Below are Smith’s remarks:

“Mr. Speaker, I’m proud to work with Representative Drake to mark the 20th anniversary of founding of the Special Operations Command. 

“Congress established SOCOM on April 16, 1987 in response to the failure of the Desert One mission to rescue American hostages in Iran.  We learned two main lessons from Desert One.  First, we needed a better joint command structure; our military was too divided and did not work well together, due to a lack of interoperable equipment and a lack of familiarity and joint training among the various branches.  Second, we lacked forces trained for these kinds of missions.  The establishment of SOCOM was meant to address these shortcomings.

“SOCOM has been a fabulous success.  We have roughly 53,000 special operations personnel operating in more than 50 countries around the world, taking direct action to counter terrorists and working with local populations to prevent terrorists from taking root. 

“I am especially proud of the three special operations force components housed in the 9th District of Washington:  the Army 1st Special Forces Group (Airborne) and the Army 160th Special Operations Aviation Regiment (SOAR) – 4th Batallion at Fort Lewis and the Air Force 22nd Special Tactics Squadron at McChord Air Force Base.  I’ve also been able to visit several other components of our special operations forces across the country and around the world, and they are doing a fantastic job.

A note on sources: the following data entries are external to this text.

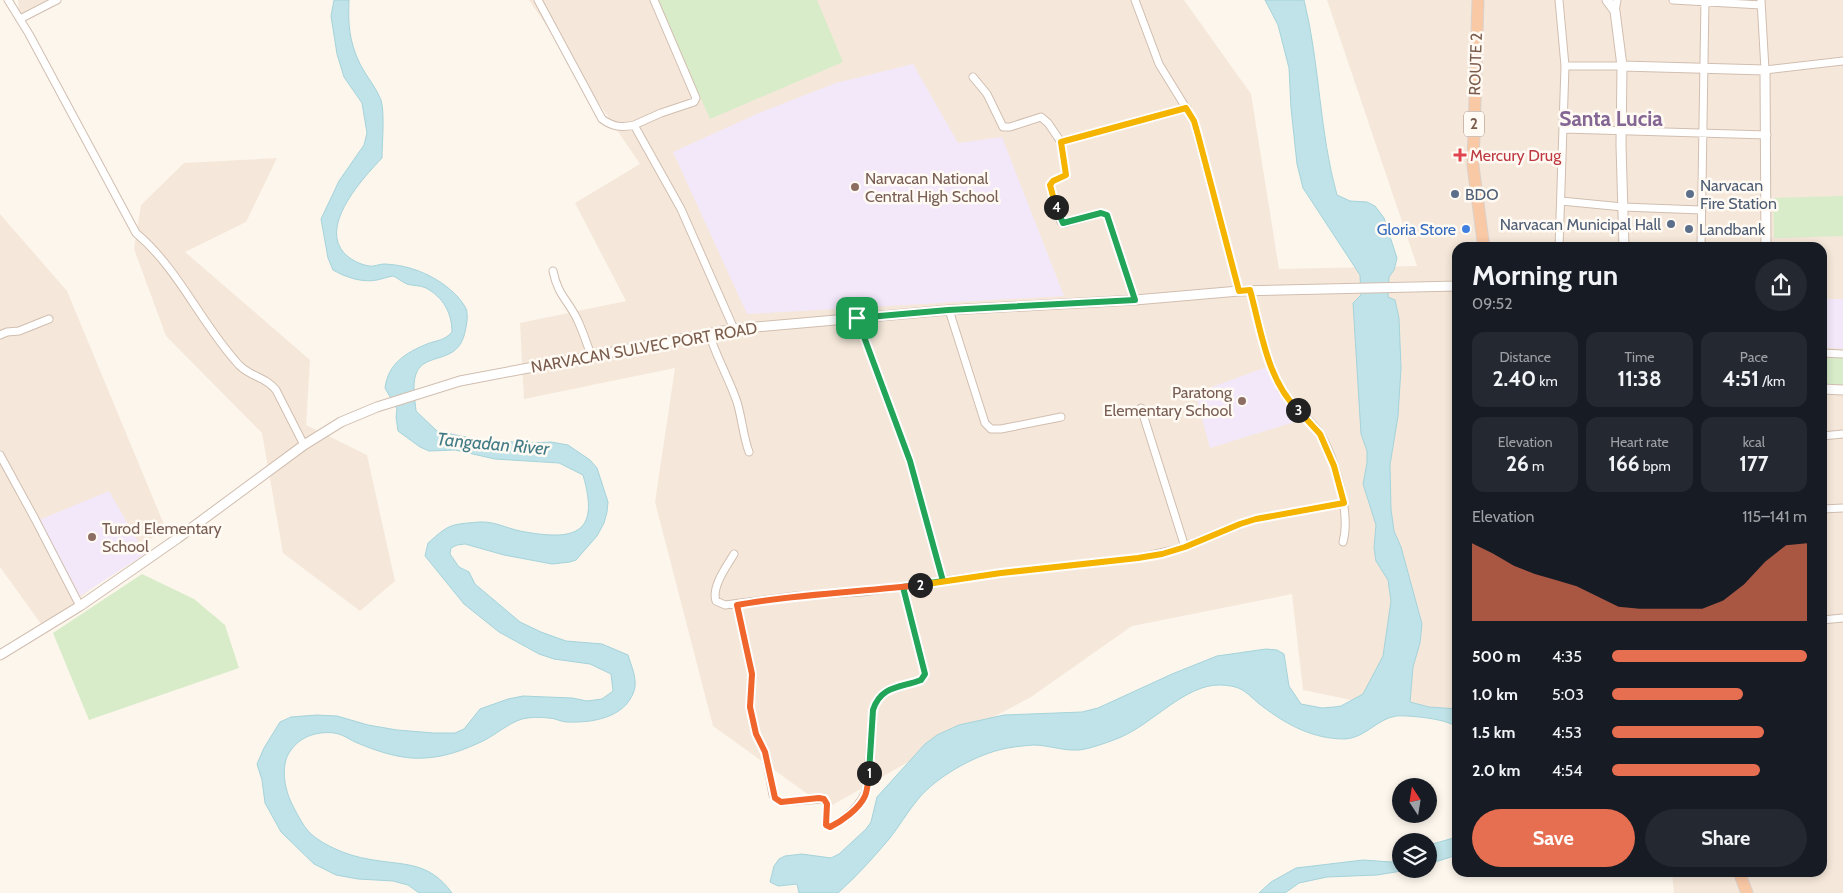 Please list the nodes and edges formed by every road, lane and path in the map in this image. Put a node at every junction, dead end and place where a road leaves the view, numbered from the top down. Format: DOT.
graph roads {
  1 [pos="8,0"];
  2 [pos="57,0"];
  3 [pos="538,0"];
  4 [pos="654,0"];
  5 [pos="1135,0"];
  6 [pos="1478,0"];
  7 [pos="1559,0"];
  8 [pos="1607,0"];
  9 [pos="1617,0"];
  10 [pos="1674,0"];
  11 [pos="1705,1"];
  12 [pos="1761,2"];
  13 [pos="1615,11"];
  14 [pos="20,19"];
  15 [pos="1843,61"];
  16 [pos="1565,66"];
  17 [pos="1622,66"];
  18 [pos="1703,68"];
  19 [pos="1765,70"];
  20 [pos="973,77"];
  21 [pos="1186,108"];
  22 [pos="634,125"];
  23 [pos="1564,129"];
  24 [pos="1621,131"];
  25 [pos="1702,133"];
  26 [pos="1766,135"];
  27 [pos="1061,142"];
  28 [pos="1562,201"];
  29 [pos="1624,207"];
  30 [pos="1701,210"];
  31 [pos="1483,242"];
  32 [pos="1559,242"];
  33 [pos="1624,242"];
  34 [pos="1701,242"];
  35 [pos="1766,242"];
  36 [pos="553,271"];
  37 [pos="1452,286"];
  38 [pos="1250,290"];
  39 [pos="1239,291"];
  40 [pos="1135,300"];
  41 [pos="948,310"];
  42 [pos="857,318"];
  43 [pos="49,319"];
  44 [pos="734,329"];
  45 [pos="709,333"];
  46 [pos="0,335"];
  47 [pos="1827,353"];
  48 [pos="1843,354"];
  49 [pos="591,355"];
  50 [pos="1827,390"];
  51 [pos="1843,390"];
  52 [pos="1141,408"];
  53 [pos="1061,417"];
  54 [pos="1843,434"];
  55 [pos="1827,436"];
  56 [pos="304,445"];
  57 [pos="749,452"];
  58 [pos="0,455"];
  59 [pos="1344,503"];
  60 [pos="1843,508"];
  61 [pos="1827,509"];
  62 [pos="1344,542"];
  63 [pos="1185,547"];
  64 [pos="734,554"];
  65 [pos="943,581"];
  66 [pos="903,587"];
  67 [pos="737,605"];
  68 [pos="80,606"];
  69 [pos="1843,618"];
  70 [pos="1827,620"];
  71 [pos="0,654"];
  72 [pos="1740,877"];
  73 [pos="1747,893"];
  1 -- 14 [label="street"];
  2 -- 14 [label="street"];
  3 -- 22 [label="street"];
  4 -- 22 [label="street"];
  5 -- 21 [label="street"];
  6 -- 31 [label="highway, ROUTE 2 / 2"];
  7 -- 16 [label="street"];
  8 -- 13 [label="street"];
  9 -- 13 [label="street"];
  10 -- 11 [label="street"];
  11 -- 12 [label="street"];
  11 -- 18 [label="street"];
  12 -- 19 [label="street"];
  13 -- 17 [label="street"];
  14 -- 56 [label="street"];
  15 -- 19 [label="street"];
  16 -- 17 [label="street"];
  16 -- 23 [label="street"];
  17 -- 18 [label="street"];
  17 -- 24 [label="street"];
  18 -- 19 [label="street"];
  18 -- 25 [label="street"];
  19 -- 26 [label="street"];
  20 -- 27 [label="street"];
  21 -- 27 [label="street"];
  21 -- 39 [label="street"];
  22 -- 44 [label="street"];
  23 -- 24 [label="street"];
  23 -- 28 [label="street"];
  24 -- 25 [label="street"];
  24 -- 29 [label="street"];
  25 -- 26 [label="street"];
  25 -- 30 [label="street"];
  26 -- 35 [label="street"];
  27 -- 40 [label="street"];
  28 -- 29 [label="street"];
  28 -- 32 [label="street"];
  29 -- 30 [label="street"];
  29 -- 33 [label="street"];
  30 -- 34 [label="street"];
  36 -- 49 [label="street"];
  37 -- 38 [label="street, NARVACAN SULVEC PORT ROAD"];
  38 -- 39 [label="street, NARVACAN SULVEC PORT ROAD"];
  38 -- 59 [label="street"];
  39 -- 40 [label="street, NARVACAN SULVEC PORT ROAD"];
  40 -- 41 [label="street, NARVACAN SULVEC PORT ROAD"];
  41 -- 42 [label="street, NARVACAN SULVEC PORT ROAD"];
  41 -- 53 [label="street"];
  42 -- 44 [label="street, NARVACAN SULVEC PORT ROAD"];
  42 -- 65 [label="street"];
  43 -- 46 [label="street"];
  44 -- 45 [label="street, NARVACAN SULVEC PORT ROAD"];
  45 -- 49 [label="street, NARVACAN SULVEC PORT ROAD"];
  45 -- 57 [label="street"];
  47 -- 48 [label="street"];
  49 -- 56 [label="street, NARVACAN SULVEC PORT ROAD"];
  50 -- 51 [label="street"];
  52 -- 63 [label="street"];
  54 -- 55 [label="street"];
  56 -- 68 [label="street, NARVACAN SULVEC PORT ROAD"];
  58 -- 68 [label="street"];
  59 -- 62 [label="street"];
  59 -- 63 [label="street"];
  60 -- 61 [label="street"];
  63 -- 65 [label="street"];
  64 -- 67 [label="street"];
  65 -- 66 [label="street"];
  66 -- 67 [label="street"];
  66 -- 67 [label="street"];
  68 -- 71 [label="street, NARVACAN SULVEC PORT ROAD"];
  69 -- 70 [label="street"];
  72 -- 73 [label="highway"];
}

“Going forward, we need more special operations forces to fight the spread of the totalitarian ideology pushed by al-Qaeda and related groups.  Consistent with the 2006 Quadrennial Defense Review, we will seek to grow SOCOM forces by 15 percent.  We will not sacrifice quality for quantity, but we must have the capability to train more special operations forces to face complex national security challenges. 

“And, we must ensure proper emphasis on indirect action.  Often when people think of special operations, they think of direct action against terrorists.  But much of SOCOM’s mission involves less dramatic but essential work.  Special operations forces are currently working in well over a dozen countries to prevent al-Qaeda and other organizations from taking root.  They train locals to defend themselves and help local populations improve their living situations so that they are less susceptible to terrorist recruitment. 

“Getting to know local populations, learning the languages, becoming helpful to them – these steps are vital to preventing insurgencies and terrorist groups from taking hold.  We recently heard from a special operations veteran who told us that the most helpful counter-terrorism tool his force brought with them in North Africa was a dentist.  The population needed this service so badly that our providing it led to them working with us to root out terrorists in the area.  This kind of work to win the hearts and minds of local populations is essential if we are to defeat the spread of al-Qaeda’s message across the globe.  That’s why we in Congress must ensure that SOCOM is resourced and structured properly to sufficiently emphasize and effectively carry out this critical indirect work.

“I want to thank the members from both parties on the terrorism subcommittee of the House Armed Services Committee for their work to make sure our special operations forces have the tools they need to protect our country.  I want to especially thank Ranking Member Mac Thornberry and Representative Thelma Drake for their hard work on this important resolution.”